MCMC on zero measure sets
Simulating a bivariate normal under the constraint (or conditional to the fact) that x²-y²=1 (a non-linear zero measure curve in the 2-dimensional Euclidean space) is not that easy: if running a random walk along that curve (by running a random walk on y and deducing x as x²=y²+1 and accepting with a Metropolis-Hastings ratio based on the bivariate normal density), the outcome differs from the target predicted by a change of variable and the proper derivation of the conditional. The above graph resulting from the R code below illustrates the discrepancy!
targ=function(y){ exp(-y^2)/(1.52*sqrt(1+y^2))} T=10^5 Eps=3 ys=xs=rep(runif(1),T) xs[1]=sqrt(1+ys[1]^2) for (t in 2:T){ propy=runif(1,-Eps,Eps)+ys[t-1] propx=sqrt(1+propy^2) ace=(runif(1)<(dnorm(propy)*dnorm(propx))/ (dnorm(ys[t-1])*dnorm(xs[t-1]))) if (ace){ ys[t]=propy;xs[t]=propx }else{ ys[t]=ys[t-1];xs[t]=xs[t-1]}}
If instead we add the proper Jacobian as in
ace=(runif(1)<(dnorm(propy)*dnorm(propx)/propx)/ (dnorm(ys[t-1])*dnorm(xs[t-1])/xs[t-1]))
the fit is there. My open question is how to make this derivation generic, i.e. without requiring the (dreaded) computation of the (dreadful) Jacobian.
November 19, 2017 at 1:36 am
A little late, but this may be of interest?
https://projecteuclid.org/euclid.imsc/1379942050
March 26, 2014 at 6:14 pm
This may be obvious to everyone else reading this, but I want to type it just to make sure I’m thinking it out correctly.
The problem is that, while the the proposal jumps are symmetric in “y”, they are not symmetric along the curve that you are sampling from, correct? Because the line integral along the path is not the same length for equal length segments in “y”, drawing a uniform point from y +/- EPS is not equivalent to drawing a uniform point centered at the current point on the x^2-y^2=1 line.
To properly adjust for sampling along the curve, you would want to parameterize the curve in terms of x(t) and y(t), draw a random length from L = runif(-EPS,+EPS), and solve (for T*):
L = line integral( sqrt(dx^2+dy^2)dt) from “current point” to T*
Then get x and y from x(t), y(t)
I think this would be uglier than just doing the variable transformation however…..
(feel free to tell me Im wrong, confusing, or just stating the obvious though)
March 26, 2014 at 9:57 pm
On the contrary Mike, I find your explanation completely to the point and most helpful!
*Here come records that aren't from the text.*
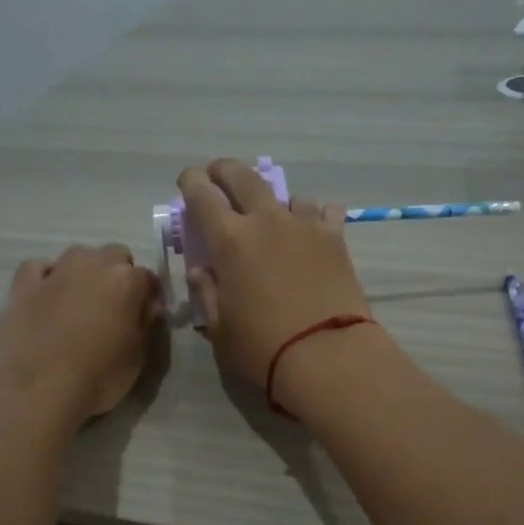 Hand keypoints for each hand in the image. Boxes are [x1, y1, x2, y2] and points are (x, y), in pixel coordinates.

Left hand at [0, 244, 162, 423]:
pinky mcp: (23, 286)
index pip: (147, 277)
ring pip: (77, 255)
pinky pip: (37, 268)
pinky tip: (47, 295)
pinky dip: (45, 276)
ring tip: (79, 301)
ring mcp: (55, 272)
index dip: (147, 296)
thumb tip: (149, 305)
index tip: (144, 315)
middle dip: (117, 274)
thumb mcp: (137, 356)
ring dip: (84, 271)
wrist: (40, 389)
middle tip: (113, 307)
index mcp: (126, 280)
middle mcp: (92, 264)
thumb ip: (145, 323)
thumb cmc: (99, 376)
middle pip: (113, 255)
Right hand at [176, 160, 371, 399]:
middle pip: (243, 177)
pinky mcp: (336, 239)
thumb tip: (201, 270)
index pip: (202, 196)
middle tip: (219, 175)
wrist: (327, 354)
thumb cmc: (262, 347)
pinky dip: (316, 215)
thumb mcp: (219, 329)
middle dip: (225, 170)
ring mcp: (305, 226)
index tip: (187, 181)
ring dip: (275, 201)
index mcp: (230, 240)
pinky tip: (315, 228)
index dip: (191, 182)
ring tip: (275, 216)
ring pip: (288, 195)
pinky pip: (325, 212)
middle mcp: (266, 221)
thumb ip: (206, 293) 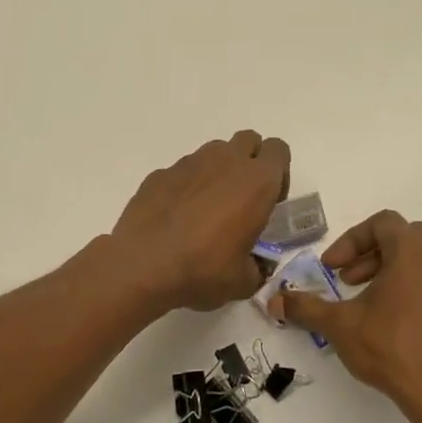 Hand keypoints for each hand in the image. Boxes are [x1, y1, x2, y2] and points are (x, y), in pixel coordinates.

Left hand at [111, 131, 290, 312]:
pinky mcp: (160, 173)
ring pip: (214, 152)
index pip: (279, 150)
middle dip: (250, 162)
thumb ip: (257, 267)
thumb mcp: (243, 281)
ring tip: (207, 209)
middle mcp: (225, 161)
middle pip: (248, 141)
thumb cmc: (203, 270)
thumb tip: (255, 266)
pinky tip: (176, 217)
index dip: (279, 174)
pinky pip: (182, 171)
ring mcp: (189, 163)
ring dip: (218, 171)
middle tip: (241, 200)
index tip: (268, 202)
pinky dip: (186, 186)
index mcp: (256, 182)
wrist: (142, 265)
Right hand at [273, 211, 421, 422]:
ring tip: (374, 305)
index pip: (382, 223)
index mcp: (413, 252)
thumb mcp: (340, 326)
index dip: (351, 240)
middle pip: (406, 238)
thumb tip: (274, 301)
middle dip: (373, 255)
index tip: (333, 268)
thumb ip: (305, 308)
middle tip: (351, 281)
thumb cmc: (392, 349)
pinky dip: (420, 294)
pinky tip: (403, 326)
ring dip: (396, 273) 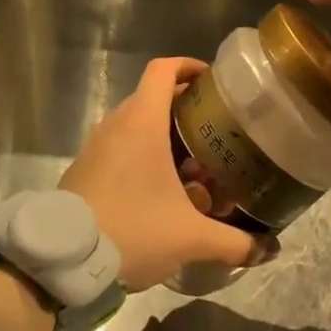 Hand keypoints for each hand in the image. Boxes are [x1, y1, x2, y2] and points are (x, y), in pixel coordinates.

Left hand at [61, 57, 264, 289]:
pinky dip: (141, 155)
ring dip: (163, 135)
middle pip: (153, 97)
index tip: (211, 81)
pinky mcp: (84, 169)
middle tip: (214, 131)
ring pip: (135, 124)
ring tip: (192, 165)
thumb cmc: (132, 231)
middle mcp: (116, 125)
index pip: (163, 70)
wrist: (62, 263)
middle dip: (185, 109)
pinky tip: (159, 190)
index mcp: (142, 123)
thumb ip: (233, 242)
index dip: (188, 66)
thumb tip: (267, 249)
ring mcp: (95, 146)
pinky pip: (118, 147)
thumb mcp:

Using a random walk in the wrong space or with respect to the wrong dominating measure kills the validation of the simplified Metropolis step. The random walk one should use need keep invariant the measure on the curve, as you mention. Thank you!
March 28, 2014 at 9:51 am
Interestingly enough, while I would think the approach I hinted at up there should work, it doesn’t appear to upon testing it out.
The approach I mean is to draw a length L from a symmetric proposal distribution, then find the (propx,propy) pair that correspond to that move from the current point (x,y).
This should lead to a symmetric move that still satisfies the other conditions of MCMC. Unfortunately, unless I am doing something wrong in implementation, it still fails to return the right distribution for the problem above.
It works for simple test cases, and also appears to return the correct distribution for the “along the path” distribution, but the draws of y do not seem to correctly reflect the conditional distribution of y.
I did some tests in an R-markdown file and put it on RPubs if you are interested (link below). Unfortunately the writeup is not refined (at all, poorly commented, etc), so it may not be that helpful.
The main point is that the approach seems to work for some simple cases, but for reasons that are unclear to me, do not work for the other cases.
http://rpubs.com/mikegros/14906
March 28, 2014 at 12:34 pm
Dear Mike: did you check the code posted by Zen earlier today? It seems to be doing what you are suggesting, ie parameterising the curve x²-y²=1 to make those symmetric moves around and against the proper measure. I cannot tell from your description where or why things go wrong, but the major issue in this problem is to use the right dominating measure. Best, X.
March 28, 2014 at 8:32 pm
I did see his solution and noted it did work, I just find it interesting that the method I mentioned did not work (unless I just am implementing it wrong, which is possible).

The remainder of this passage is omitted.